LIFESTYLE: Abs for Women




Ok so every woman...well maybe not every, but most woman want a nice flat tummy. When summer rolls around that desire increases as the idea of bathing suit and beaches fill our minds. However, the idea of finding a good exercise to get that flat tummy can become overwhelming.

Run a quick search online and you'll see what I am talking about. Even magazines are
discuss different way woman can get abs. There are diets, exercises, body cleanses, and so much more.

Nowadays you can even cheat exercising by wearing an ab making device on your stomach that pulses the muscles for you while sitting on the sofa. Ya, it can be that easy.

Some methods of getting a flat stomach is through dieting from resisting certain foods you eat to calorie counting.

One method by Woman's Health Magazine recommends a three week specific menu diet. Each day has been calorie counted and required little cooking. This method takes into account people who have a busy schedule and perhaps have trouble eating healthy or eating foods that are suppose to help with belly fat.

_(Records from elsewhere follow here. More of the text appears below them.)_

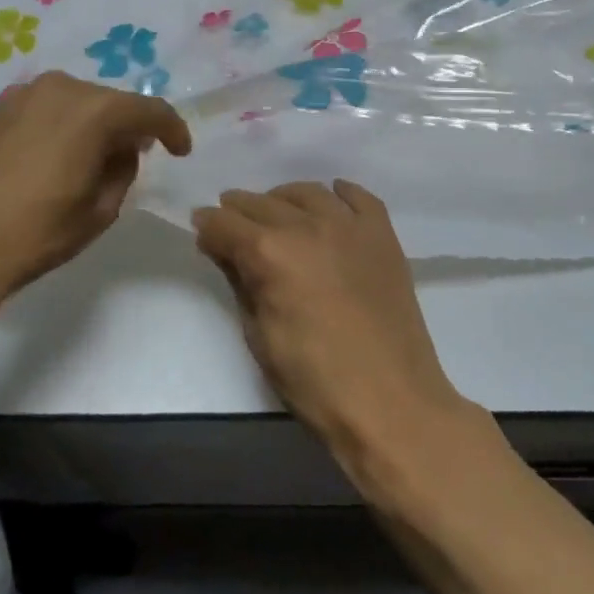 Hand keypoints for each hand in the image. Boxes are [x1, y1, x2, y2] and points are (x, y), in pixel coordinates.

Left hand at [0, 71, 190, 299]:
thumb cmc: (35, 233)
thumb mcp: (100, 210)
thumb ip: (122, 169)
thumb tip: (121, 149)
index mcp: (93, 110)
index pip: (149, 110)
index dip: (172, 129)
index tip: (180, 151)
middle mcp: (59, 88)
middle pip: (109, 101)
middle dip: (127, 126)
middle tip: (134, 157)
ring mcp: (21, 94)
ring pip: (74, 101)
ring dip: (91, 124)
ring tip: (90, 158)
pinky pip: (43, 108)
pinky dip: (58, 125)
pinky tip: (52, 155)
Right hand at [192, 182, 464, 460]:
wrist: (391, 401)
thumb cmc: (314, 380)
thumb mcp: (259, 336)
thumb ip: (239, 282)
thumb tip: (220, 248)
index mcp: (270, 253)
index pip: (225, 223)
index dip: (208, 224)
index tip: (201, 228)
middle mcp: (306, 226)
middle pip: (261, 203)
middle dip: (239, 210)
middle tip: (230, 221)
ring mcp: (349, 226)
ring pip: (306, 193)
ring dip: (282, 198)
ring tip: (275, 212)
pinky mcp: (382, 235)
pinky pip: (359, 197)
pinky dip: (339, 193)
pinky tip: (331, 198) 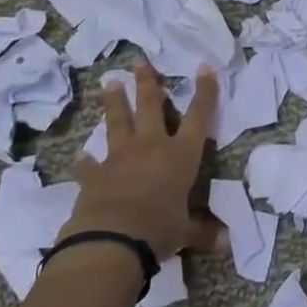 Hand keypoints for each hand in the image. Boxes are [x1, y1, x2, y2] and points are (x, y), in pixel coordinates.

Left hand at [64, 63, 223, 258]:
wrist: (112, 240)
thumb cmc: (159, 229)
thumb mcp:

Men's Health Magazine even has a recommendation for woman though it involved many more steps. They recommend eating six times a day, using a specific 12 foods in your main diet, drink smoothies, stop counting calories, watching what you drink, and once a week forget the rules and plan a cheat. They even recommend focusing on your diet for two weeks before starting any exercise. While they don't say what kind of exercises to do, they do explain what to focus on when exercising.

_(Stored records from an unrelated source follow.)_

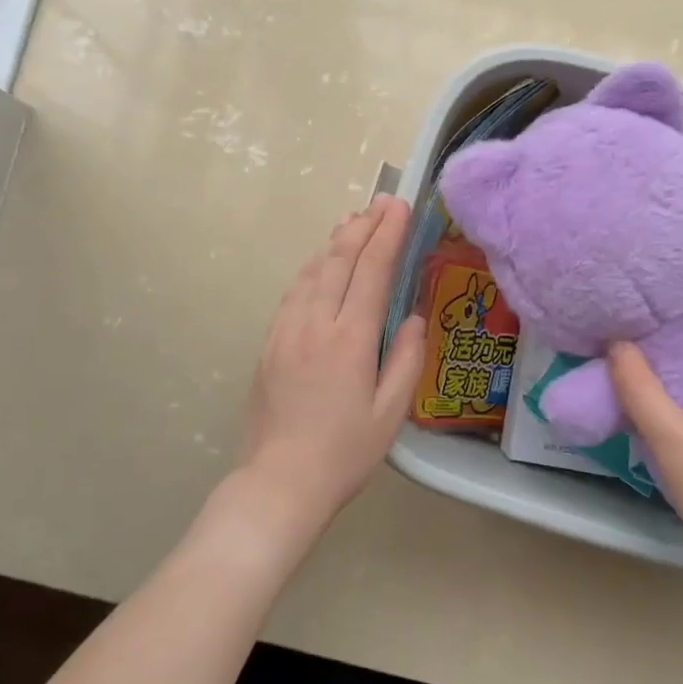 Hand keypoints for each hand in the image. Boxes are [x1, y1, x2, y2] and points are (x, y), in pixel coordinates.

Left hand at [233, 195, 425, 543]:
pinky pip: (293, 291)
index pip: (372, 271)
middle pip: (339, 260)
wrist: (280, 481)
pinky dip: (312, 267)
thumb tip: (412, 318)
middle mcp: (315, 323)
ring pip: (312, 270)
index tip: (400, 206)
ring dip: (335, 241)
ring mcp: (286, 330)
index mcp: (350, 339)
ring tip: (353, 220)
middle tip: (381, 201)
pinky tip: (320, 261)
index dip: (388, 234)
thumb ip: (406, 359)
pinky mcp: (270, 342)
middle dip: (362, 226)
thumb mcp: (391, 413)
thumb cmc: (344, 453)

There are many dieting methods out there unfortunately you have to pick one that you think will work for your lifestyle and give it try. Don't be afraid of trial and error.

What kind of exercise should woman do to get a flat stomach and tight abs?

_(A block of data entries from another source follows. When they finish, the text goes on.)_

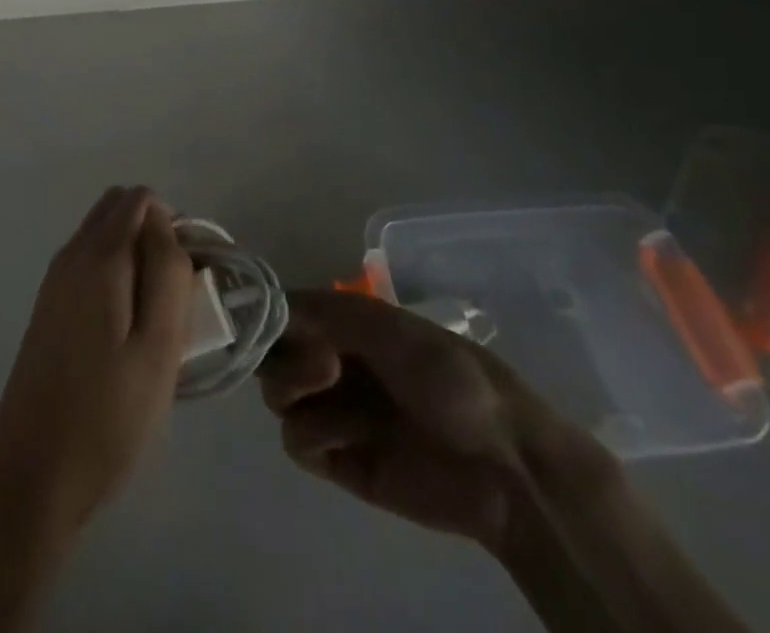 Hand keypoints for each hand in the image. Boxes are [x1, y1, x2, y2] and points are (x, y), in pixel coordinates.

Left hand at [0, 186, 194, 538]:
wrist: (31, 473)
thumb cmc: (106, 416)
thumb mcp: (158, 347)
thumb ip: (167, 273)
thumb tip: (166, 224)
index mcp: (98, 256)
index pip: (140, 199)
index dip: (173, 225)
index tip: (191, 277)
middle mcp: (71, 255)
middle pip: (118, 209)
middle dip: (154, 234)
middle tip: (178, 295)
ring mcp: (55, 280)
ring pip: (103, 236)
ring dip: (136, 256)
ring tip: (158, 320)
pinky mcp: (49, 307)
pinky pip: (88, 264)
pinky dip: (115, 275)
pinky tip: (128, 333)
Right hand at [258, 290, 611, 550]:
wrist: (502, 465)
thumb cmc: (449, 377)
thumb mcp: (388, 327)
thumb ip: (324, 311)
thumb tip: (267, 304)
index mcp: (343, 326)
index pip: (283, 314)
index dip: (268, 318)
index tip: (269, 324)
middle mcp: (331, 364)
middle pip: (272, 357)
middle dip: (284, 358)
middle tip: (323, 366)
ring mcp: (334, 413)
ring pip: (277, 398)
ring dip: (296, 392)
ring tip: (334, 394)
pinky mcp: (339, 462)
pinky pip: (297, 444)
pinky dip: (313, 435)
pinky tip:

Fitness Magazine  recommends ten exercises for woman. Some might be harder to do then others. The abdominal hold is an exercise in which you sit in the edge of a chair then use your hands to lift your body and feet up into the air and hold it while tighten your stomach. The plank is where you position yourself in a push-up stance, tighten your stomach, and hold that position for 30 seconds and over time increase the time. Also there is the classic crunch. The climb up is actually a revised crunch. Lift one leg in an about 75 degree angle from the ground, put a scarf around your foot so you can a hand hold and use the scarf to lift your upper body into a crunch by climbing up the scarf with your hands.

Popsugar  suggests doing crunches while balanced on an exercise ball which works the upper abs. They also specific that the size of the ball does matter. Like Fitness Magazine they recommend the plank hold for an overall ab workout. There is of course the bicycle crunch. Here you lay flat on the ground, with your hands behind your head and you bring an elbow forward and across your torso while lifting the opposite side's knee up towards your elbow in a cross motion, then you switch sides. To work your lower ab muscles you can do the hanging ab curls. Grab onto a pull up bar and lift you knees to your chest so you feet are completely off the ground.

Some exercises will be harder then others, again this is trial and errors finding the exercises you are comfortable with to start then adding new exercises as you strengthen your body.

If you have health issues make sure to consult with your physician before starting any exercises or diets to ensure it won't affect your health or any conditions you may have. The most important thing is determination and will power. Sometimes just bringing in a friend or spouse can make a huge difference when it comes to exercising or dieting.

However, it is easier said then done, as the saying goes. It is not just a matter of saying you will do something, it is actually doing it that can be the hard part. Find something to motivate yourself whether it's an old picture of yourself, a dress or outfit you really want to wear or even a beach trip. Reward yourself when you reach your goal and then don't just stop but maintain.